情報と言っても、誕生日や家の住所、趣味や電話番号なんかはない。


通っている大学名と学部、それに時間割。あとはよくいる場所程度で、役に立ちそうなものは何もない。

高校生の制服を着た琴音の写真と、なぜか婚約者の男の写真が入っていた。



こっちのことは隠してきたことまで調べ上げたくせに、琴音の情報は出し惜しみかよ?

あの女、ふざけんな。


それでも……言われたことをやるしかない。



「何かあった?」



部屋の隅に片膝を立てて座っていた叶和が声をかけてきた。



「何も」



叶和は女Aを庇ったせいで、女Bから恨まれ、その手下みたいなやつらに動けなくなるまで殴られた。

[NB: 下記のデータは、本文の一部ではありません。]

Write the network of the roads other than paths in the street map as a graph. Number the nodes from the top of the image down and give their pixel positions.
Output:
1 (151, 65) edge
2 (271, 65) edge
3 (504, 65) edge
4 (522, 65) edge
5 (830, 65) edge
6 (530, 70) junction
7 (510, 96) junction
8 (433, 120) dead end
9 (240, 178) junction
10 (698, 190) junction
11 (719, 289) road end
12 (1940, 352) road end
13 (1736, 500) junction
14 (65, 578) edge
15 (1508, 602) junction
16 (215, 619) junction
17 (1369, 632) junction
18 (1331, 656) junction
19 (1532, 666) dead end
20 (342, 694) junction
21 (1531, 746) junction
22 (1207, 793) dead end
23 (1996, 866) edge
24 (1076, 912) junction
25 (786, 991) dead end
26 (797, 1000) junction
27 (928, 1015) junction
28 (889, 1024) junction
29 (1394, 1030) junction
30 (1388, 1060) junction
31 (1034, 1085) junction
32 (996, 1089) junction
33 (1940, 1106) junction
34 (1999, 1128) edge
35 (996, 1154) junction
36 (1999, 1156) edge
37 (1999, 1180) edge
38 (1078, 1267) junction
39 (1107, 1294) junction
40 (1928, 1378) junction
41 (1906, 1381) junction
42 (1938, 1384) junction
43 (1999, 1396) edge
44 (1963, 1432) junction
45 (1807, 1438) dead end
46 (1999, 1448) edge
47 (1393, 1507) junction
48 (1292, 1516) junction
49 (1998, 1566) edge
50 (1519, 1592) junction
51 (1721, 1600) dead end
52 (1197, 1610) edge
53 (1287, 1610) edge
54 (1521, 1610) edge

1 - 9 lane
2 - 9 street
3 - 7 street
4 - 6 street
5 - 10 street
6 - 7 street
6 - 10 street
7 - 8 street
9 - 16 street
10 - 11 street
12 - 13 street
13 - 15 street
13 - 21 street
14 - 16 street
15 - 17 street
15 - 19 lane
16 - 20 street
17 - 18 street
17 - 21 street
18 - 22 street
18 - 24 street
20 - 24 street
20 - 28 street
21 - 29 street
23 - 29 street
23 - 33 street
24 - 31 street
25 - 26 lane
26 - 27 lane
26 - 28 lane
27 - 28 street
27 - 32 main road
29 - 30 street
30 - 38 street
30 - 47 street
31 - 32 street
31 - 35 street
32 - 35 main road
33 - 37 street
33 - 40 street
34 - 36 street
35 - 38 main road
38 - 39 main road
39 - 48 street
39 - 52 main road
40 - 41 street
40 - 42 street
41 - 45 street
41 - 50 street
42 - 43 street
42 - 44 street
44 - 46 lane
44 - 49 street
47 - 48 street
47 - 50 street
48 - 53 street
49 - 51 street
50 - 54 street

ベッドで寝とけと言ったら、「横になると痛い」と言ってずっと固い床に座っている。



「せめてベッドの上で座っとけよ。こっちが気になる」


「……うん」



叶和は、ゆっくりと立ち上がると、やはりベッドの隅に座った。

男の俺が見てもきれいだと思えるその顔だけは殴られていない。

だから一見すると何ともないように見える。


叶和は同じFILOUで働いているバーテンで、本人は27歳だと言うが絶対嘘だ。俺と同じ年のわけがない。それよりかなり年下のはず。

いつだったかそのことを指摘したことがある。



「叶和、本当は何歳なんだよ?」


「27ですよ」


「嘘ならもっとうまくつけよ。まぁどうでもいいけど、あんまりしゃべんなよ。しゃべったら年がバレる。とにかく笑っとけ。お前のその顔ならそれで許される」



その時、叶和は「ふっ」と幼い笑みを見せた。


かなり訳ありっぽいやつで、そのせいだからなのか、構わずにはいられない。


今回も、体中の痣を見てしまったせいで、どうしても放っておけず家に連れて帰ったけれど、俺じゃあ何もしてやれない。


どうしたものか……結局これも女のせいなんだ。